How should we view the Northern Powerhouse, five years on? The first thought should be that expectations should be limited after five years. Change and improvement are difficult and long-term, and even with 20 times the funding and more powers, progress by this stage on these sorts of issues would be slow and hard to perceive.
The government naturally claims it has been a resounding success, dispensing a potpourri of projects large and small. Some have had a major economic impact, others less so.
On transport, £13 billion of transport investment is pointed to but the Bus Services Act 2017, which gives London-style bus powers (as called for by Osborne in his speech) to cities, is not mentioned.
On innovation, a £20 million fund to help SMEs is the headline result, while there is also a £70 million Northern Powerhouse schools strategy.
A £15 million Northern Cultural Investment Fund is highlighted, supporting a museum in Blackpool and music venue in Bradford. An additional 287,000 people in employment and a £10 billion increase in the size of the economy are attributed to the project.
But the change that stands out is that half of the North’s population are now represented by metro mayors with control of over £210 million a year (from just the Investment Fund and Transforming Cities Fund) to invest in the local economy.
Metro mayors are the biggest achievement of – and agitators for – the Northern Powerhouse
Centre for Cities had long advocated for metro mayors in major cities across the UK. It seems strange to think that only Londoners had such an institution to represent them and be held accountable by them.
Metro mayors were the rabbit in George Osborne’s hat. Though announced last, they were the first tangible change delivered by the May 2017 election of metro mayors in Liverpool City Region, Greater Manchester and Tees Valley.
Metro mayors matter not just because they are institutions that reflect and operate at the scale of the day-to-day economy, but also because they are recognizable democratically elected figures. This makes them visible, accountable and, hopefully, more durable than the Regional Development Agencies and Local Enterprise Partnerships were. The test of their durability will be at the next change of government.
These mayors have each approached the role in their own way. In Tees Valley, the local airport has been taken under public ownership by the Conservative mayor, while in Liverpool City Region trade union representation has played a bigger role in the combined authority and procurement.
Metro mayors are not just the first product of the Northern Powerhouse but also the catalyst for more action to breathe life into the brand. They have quickly become the institution with which the government clearly feels most comfortable, or compelled, to work with to support local growth.
Despite Philip Hammond having less devolutionary zeal than his predecessor, it did not stop him handing metro mayors directly more than half of the five-year £2.7 billion Transforming Cities Fund. In Greater Manchester, new trams funded by this money will be running on the Metrolink by February next year. Cities without metro mayors have had to bid for funding, and these are still in progress.
Andy Burnham, Steve Rotheram and Ben Houchen have also had the authority and platform to wield the Northern Powerhouse stick against the government most forcefully when it is viewed to be reneging on commitments.

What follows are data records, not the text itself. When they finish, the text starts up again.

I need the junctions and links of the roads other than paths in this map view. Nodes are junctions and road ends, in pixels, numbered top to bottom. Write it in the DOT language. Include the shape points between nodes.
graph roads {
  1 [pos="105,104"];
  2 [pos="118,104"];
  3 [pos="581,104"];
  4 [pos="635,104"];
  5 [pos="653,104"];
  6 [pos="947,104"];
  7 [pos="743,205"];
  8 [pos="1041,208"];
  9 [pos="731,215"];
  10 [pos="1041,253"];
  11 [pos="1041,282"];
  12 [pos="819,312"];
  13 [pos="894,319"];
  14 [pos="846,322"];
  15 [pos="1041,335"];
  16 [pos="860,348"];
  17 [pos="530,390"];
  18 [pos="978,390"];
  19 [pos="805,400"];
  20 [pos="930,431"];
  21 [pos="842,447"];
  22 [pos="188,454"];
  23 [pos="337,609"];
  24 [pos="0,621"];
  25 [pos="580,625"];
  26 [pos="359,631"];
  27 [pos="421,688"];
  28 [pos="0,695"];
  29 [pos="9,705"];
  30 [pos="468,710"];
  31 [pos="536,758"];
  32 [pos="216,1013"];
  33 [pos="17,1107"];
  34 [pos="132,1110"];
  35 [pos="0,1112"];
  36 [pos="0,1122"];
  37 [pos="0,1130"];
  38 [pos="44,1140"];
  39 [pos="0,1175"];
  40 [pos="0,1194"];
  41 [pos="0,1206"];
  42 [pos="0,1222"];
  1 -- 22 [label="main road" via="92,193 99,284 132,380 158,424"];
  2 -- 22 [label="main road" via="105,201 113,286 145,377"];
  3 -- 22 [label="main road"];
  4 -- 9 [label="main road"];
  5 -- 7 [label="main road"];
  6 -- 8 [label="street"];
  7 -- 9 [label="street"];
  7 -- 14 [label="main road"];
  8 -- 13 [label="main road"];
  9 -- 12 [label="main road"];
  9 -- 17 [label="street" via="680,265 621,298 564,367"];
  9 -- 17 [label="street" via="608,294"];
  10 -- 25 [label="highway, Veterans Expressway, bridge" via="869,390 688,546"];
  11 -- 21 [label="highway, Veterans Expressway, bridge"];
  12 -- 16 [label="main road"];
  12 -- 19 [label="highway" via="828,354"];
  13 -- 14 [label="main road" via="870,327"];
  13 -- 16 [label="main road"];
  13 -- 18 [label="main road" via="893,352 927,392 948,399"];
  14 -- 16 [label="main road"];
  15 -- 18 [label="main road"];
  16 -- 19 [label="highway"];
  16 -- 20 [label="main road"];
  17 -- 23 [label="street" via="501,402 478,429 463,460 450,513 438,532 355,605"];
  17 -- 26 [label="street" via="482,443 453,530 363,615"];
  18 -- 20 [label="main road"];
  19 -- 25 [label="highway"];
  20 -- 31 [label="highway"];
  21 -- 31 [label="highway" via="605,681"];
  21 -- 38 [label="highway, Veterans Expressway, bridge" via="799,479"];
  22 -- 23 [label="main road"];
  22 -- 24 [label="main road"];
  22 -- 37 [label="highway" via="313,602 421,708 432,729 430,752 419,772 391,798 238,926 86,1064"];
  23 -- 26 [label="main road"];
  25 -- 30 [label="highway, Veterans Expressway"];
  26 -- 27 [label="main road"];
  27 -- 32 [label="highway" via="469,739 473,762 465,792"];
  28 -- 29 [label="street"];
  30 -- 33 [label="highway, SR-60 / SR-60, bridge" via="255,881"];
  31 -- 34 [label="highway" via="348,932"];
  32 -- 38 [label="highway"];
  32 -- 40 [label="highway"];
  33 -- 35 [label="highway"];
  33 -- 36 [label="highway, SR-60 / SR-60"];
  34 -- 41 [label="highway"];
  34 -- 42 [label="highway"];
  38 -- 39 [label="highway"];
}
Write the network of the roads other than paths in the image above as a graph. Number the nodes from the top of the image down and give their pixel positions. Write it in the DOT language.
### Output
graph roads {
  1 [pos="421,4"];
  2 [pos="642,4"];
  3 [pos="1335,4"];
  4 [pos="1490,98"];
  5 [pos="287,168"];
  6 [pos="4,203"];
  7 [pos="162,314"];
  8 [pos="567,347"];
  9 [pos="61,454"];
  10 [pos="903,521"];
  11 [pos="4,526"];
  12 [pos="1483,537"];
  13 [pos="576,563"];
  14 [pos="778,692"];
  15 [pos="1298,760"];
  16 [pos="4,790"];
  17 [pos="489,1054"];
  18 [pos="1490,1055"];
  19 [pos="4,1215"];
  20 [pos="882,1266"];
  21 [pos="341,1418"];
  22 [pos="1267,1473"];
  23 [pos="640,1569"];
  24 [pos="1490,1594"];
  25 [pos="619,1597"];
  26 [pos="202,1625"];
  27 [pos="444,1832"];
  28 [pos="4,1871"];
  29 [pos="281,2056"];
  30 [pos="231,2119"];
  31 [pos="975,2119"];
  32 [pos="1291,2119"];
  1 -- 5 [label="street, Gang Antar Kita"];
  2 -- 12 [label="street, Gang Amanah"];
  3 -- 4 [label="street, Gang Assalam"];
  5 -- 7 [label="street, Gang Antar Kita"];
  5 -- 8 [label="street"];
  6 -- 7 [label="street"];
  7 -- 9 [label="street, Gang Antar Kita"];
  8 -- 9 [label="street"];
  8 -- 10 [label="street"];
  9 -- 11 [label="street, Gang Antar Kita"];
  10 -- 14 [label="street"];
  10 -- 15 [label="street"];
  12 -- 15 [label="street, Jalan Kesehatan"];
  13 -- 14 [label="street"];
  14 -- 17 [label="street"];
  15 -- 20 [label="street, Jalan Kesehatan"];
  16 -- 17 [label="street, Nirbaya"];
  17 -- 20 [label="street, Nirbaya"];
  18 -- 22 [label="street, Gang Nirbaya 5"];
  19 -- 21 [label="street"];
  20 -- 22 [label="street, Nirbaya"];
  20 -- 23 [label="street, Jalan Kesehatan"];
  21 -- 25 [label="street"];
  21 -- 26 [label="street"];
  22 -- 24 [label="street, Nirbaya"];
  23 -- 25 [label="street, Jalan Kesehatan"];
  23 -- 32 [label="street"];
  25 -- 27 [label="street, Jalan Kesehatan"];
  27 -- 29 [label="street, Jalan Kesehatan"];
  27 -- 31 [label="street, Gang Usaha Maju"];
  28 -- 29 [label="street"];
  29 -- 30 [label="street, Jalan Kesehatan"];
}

Metro mayors have been able to push for promises to be kept, such as getting the Adult Education Budget from the Department for Education. They have been prominent in arguing for commitments to Northern Powerhouse Rail. It is this dynamic, rather than commitments to a railway that will still not have carried its first high-speed passenger by the end of the next decade that the Northern Powerhouse is better judged upon.
Whatever your view of the Northern Powerhouse, it seems unlikely that as much investment or devolution of powers would have happened without the brand and in particular the metro mayors which first substantiated it.
Northern Powerhouse is fused with local government austerity
Extra money and new powers for metro mayors came seven years into local government austerity. Cities Outlook this year highlighted how cities have suffered twice as much as the rest of the country from cuts to local government since 2010, and Northern cities twice as much as those elsewhere in the South outside of London.
In Liverpool, the local council saw spending fall by £816 per person, money that had to come from services. The extra £50-100 a year per person for metro mayors to look at strategic economic issues from transport to housing, skills or regeneration is not designed to fill this gap but will affect the mental accounting of members of the public when judging the government on its boasts about the Northern Powerhouse.
The government must end local austerity if it wants to ensure cities can play their role in improving local growth and ensure the public realm and services on offer the country are equal. It would also improve the chances of the government getting some political benefit from the Northern Powerhouse to do so.
Metro mayors have actively involved themselves in issues arising from local government austerity. As directly accountable to voters, unlike Regional Development Agencies and Local Enterprise Partnerships, their agenda is more sharply set by the priorities of voters during campaigns. Andy Burnham’s main campaign pledge focused on ending rough sleeping – a responsibility of local government but heavily impacted by cuts to local government services.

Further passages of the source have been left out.